**Work task**: Write out the records below once more, exactly as they stand.

(Dataset entries)
((

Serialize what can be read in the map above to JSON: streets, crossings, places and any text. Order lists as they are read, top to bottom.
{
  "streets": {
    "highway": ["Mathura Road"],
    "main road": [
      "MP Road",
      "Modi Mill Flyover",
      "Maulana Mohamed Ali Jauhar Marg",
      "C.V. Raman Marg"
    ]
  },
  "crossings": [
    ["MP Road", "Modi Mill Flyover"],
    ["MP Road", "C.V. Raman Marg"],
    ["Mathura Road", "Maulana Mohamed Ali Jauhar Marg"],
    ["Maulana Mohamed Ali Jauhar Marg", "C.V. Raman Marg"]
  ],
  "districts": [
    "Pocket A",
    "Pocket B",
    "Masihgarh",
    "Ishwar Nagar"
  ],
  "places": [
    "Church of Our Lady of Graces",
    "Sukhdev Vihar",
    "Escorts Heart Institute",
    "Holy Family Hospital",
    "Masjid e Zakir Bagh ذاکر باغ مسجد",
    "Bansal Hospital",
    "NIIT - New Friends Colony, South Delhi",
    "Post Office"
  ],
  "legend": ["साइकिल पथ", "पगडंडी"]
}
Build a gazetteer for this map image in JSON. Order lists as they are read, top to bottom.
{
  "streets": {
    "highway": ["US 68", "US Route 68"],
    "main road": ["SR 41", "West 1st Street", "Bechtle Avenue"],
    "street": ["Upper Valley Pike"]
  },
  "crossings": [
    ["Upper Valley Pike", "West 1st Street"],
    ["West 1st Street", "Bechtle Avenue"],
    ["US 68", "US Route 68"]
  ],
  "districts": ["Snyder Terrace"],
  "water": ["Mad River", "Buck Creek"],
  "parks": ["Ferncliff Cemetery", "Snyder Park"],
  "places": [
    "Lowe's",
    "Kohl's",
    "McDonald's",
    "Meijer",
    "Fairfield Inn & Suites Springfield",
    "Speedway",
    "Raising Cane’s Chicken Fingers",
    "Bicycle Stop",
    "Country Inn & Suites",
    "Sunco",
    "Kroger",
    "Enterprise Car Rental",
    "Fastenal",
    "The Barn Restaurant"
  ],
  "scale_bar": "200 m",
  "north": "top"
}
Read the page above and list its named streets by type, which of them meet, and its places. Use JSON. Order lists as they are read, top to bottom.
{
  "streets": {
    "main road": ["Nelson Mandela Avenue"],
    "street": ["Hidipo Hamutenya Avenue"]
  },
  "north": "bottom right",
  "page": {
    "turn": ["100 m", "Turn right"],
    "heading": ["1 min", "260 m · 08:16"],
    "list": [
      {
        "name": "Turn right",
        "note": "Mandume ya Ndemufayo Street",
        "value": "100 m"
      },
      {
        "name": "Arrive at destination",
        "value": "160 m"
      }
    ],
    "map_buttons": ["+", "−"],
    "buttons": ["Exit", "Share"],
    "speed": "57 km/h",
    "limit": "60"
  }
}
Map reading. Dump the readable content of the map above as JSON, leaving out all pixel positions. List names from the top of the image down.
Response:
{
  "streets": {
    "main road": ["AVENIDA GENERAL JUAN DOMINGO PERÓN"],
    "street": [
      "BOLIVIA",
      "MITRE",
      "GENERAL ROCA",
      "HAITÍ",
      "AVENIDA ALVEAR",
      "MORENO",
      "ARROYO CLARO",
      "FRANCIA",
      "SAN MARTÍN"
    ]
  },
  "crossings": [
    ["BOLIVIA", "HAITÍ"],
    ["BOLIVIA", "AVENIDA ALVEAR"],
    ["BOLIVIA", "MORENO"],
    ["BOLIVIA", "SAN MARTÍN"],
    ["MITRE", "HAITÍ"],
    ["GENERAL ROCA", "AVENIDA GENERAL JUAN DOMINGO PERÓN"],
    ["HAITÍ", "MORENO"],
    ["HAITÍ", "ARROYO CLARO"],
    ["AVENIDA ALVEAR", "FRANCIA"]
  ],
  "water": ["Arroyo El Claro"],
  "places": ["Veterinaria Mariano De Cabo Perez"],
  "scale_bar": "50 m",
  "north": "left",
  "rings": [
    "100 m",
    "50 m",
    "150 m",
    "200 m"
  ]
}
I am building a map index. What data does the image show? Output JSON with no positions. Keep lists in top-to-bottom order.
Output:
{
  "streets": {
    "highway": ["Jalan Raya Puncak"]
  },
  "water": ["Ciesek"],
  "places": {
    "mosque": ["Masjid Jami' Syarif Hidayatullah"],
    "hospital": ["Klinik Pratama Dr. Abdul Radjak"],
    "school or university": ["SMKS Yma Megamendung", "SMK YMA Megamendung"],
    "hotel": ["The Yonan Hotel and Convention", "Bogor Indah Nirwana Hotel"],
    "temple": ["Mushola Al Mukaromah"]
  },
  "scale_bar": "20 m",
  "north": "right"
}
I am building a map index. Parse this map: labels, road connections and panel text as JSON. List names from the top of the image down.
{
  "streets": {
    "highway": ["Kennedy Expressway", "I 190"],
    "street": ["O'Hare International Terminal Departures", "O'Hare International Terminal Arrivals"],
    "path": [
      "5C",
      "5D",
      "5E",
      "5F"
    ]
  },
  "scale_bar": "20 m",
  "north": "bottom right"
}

))

**Answer area**:
Serialize what can be read in the map above to JSON: streets, crossings, places and any text. Order lists as they are read, top to bottom.
{
  "streets": {
    "highway": ["Mathura Road"],
    "main road": [
      "MP Road",
      "Modi Mill Flyover",
      "Maulana Mohamed Ali Jauhar Marg",
      "C.V. Raman Marg"
    ]
  },
  "crossings": [
    ["MP Road", "Modi Mill Flyover"],
    ["MP Road", "C.V. Raman Marg"],
    ["Mathura Road", "Maulana Mohamed Ali Jauhar Marg"],
    ["Maulana Mohamed Ali Jauhar Marg", "C.V. Raman Marg"]
  ],
  "districts": [
    "Pocket A",
    "Pocket B",
    "Masihgarh",
    "Ishwar Nagar"
  ],
  "places": [
    "Church of Our Lady of Graces",
    "Sukhdev Vihar",
    "Escorts Heart Institute",
    "Holy Family Hospital",
    "Masjid e Zakir Bagh ذاکر باغ مسجد",
    "Bansal Hospital",
    "NIIT - New Friends Colony, South Delhi",
    "Post Office"
  ],
  "legend": ["साइकिल पथ", "पगडंडी"]
}
Build a gazetteer for this map image in JSON. Order lists as they are read, top to bottom.
{
  "streets": {
    "highway": ["US 68", "US Route 68"],
    "main road": ["SR 41", "West 1st Street", "Bechtle Avenue"],
    "street": ["Upper Valley Pike"]
  },
  "crossings": [
    ["Upper Valley Pike", "West 1st Street"],
    ["West 1st Street", "Bechtle Avenue"],
    ["US 68", "US Route 68"]
  ],
  "districts": ["Snyder Terrace"],
  "water": ["Mad River", "Buck Creek"],
  "parks": ["Ferncliff Cemetery", "Snyder Park"],
  "places": [
    "Lowe's",
    "Kohl's",
    "McDonald's",
    "Meijer",
    "Fairfield Inn & Suites Springfield",
    "Speedway",
    "Raising Cane’s Chicken Fingers",
    "Bicycle Stop",
    "Country Inn & Suites",
    "Sunco",
    "Kroger",
    "Enterprise Car Rental",
    "Fastenal",
    "The Barn Restaurant"
  ],
  "scale_bar": "200 m",
  "north": "top"
}
Read the page above and list its named streets by type, which of them meet, and its places. Use JSON. Order lists as they are read, top to bottom.
{
  "streets": {
    "main road": ["Nelson Mandela Avenue"],
    "street": ["Hidipo Hamutenya Avenue"]
  },
  "north": "bottom right",
  "page": {
    "turn": ["100 m", "Turn right"],
    "heading": ["1 min", "260 m · 08:16"],
    "list": [
      {
        "name": "Turn right",
        "note": "Mandume ya Ndemufayo Street",
        "value": "100 m"
      },
      {
        "name": "Arrive at destination",
        "value": "160 m"
      }
    ],
    "map_buttons": ["+", "−"],
    "buttons": ["Exit", "Share"],
    "speed": "57 km/h",
    "limit": "60"
  }
}
Map reading. Dump the readable content of the map above as JSON, leaving out all pixel positions. List names from the top of the image down.
Response:
{
  "streets": {
    "main road": ["AVENIDA GENERAL JUAN DOMINGO PERÓN"],
    "street": [
      "BOLIVIA",
      "MITRE",
      "GENERAL ROCA",
      "HAITÍ",
      "AVENIDA ALVEAR",
      "MORENO",
      "ARROYO CLARO",
      "FRANCIA",
      "SAN MARTÍN"
    ]
  },
  "crossings": [
    ["BOLIVIA", "HAITÍ"],
    ["BOLIVIA", "AVENIDA ALVEAR"],
    ["BOLIVIA", "MORENO"],
    ["BOLIVIA", "SAN MARTÍN"],
    ["MITRE", "HAITÍ"],
    ["GENERAL ROCA", "AVENIDA GENERAL JUAN DOMINGO PERÓN"],
    ["HAITÍ", "MORENO"],
    ["HAITÍ", "ARROYO CLARO"],
    ["AVENIDA ALVEAR", "FRANCIA"]
  ],
  "water": ["Arroyo El Claro"],
  "places": ["Veterinaria Mariano De Cabo Perez"],
  "scale_bar": "50 m",
  "north": "left",
  "rings": [
    "100 m",
    "50 m",
    "150 m",
    "200 m"
  ]
}
I am building a map index. What data does the image show? Output JSON with no positions. Keep lists in top-to-bottom order.
Output:
{
  "streets": {
    "highway": ["Jalan Raya Puncak"]
  },
  "water": ["Ciesek"],
  "places": {
    "mosque": ["Masjid Jami' Syarif Hidayatullah"],
    "hospital": ["Klinik Pratama Dr. Abdul Radjak"],
    "school or university": ["SMKS Yma Megamendung", "SMK YMA Megamendung"],
    "hotel": ["The Yonan Hotel and Convention", "Bogor Indah Nirwana Hotel"],
    "temple": ["Mushola Al Mukaromah"]
  },
  "scale_bar": "20 m",
  "north": "right"
}
I am building a map index. Parse this map: labels, road connections and panel text as JSON. List names from the top of the image down.
{
  "streets": {
    "highway": ["Kennedy Expressway", "I 190"],
    "street": ["O'Hare International Terminal Departures", "O'Hare International Terminal Arrivals"],
    "path": [
      "5C",
      "5D",
      "5E",
      "5F"
    ]
  },
  "scale_bar": "20 m",
  "north": "bottom right"
}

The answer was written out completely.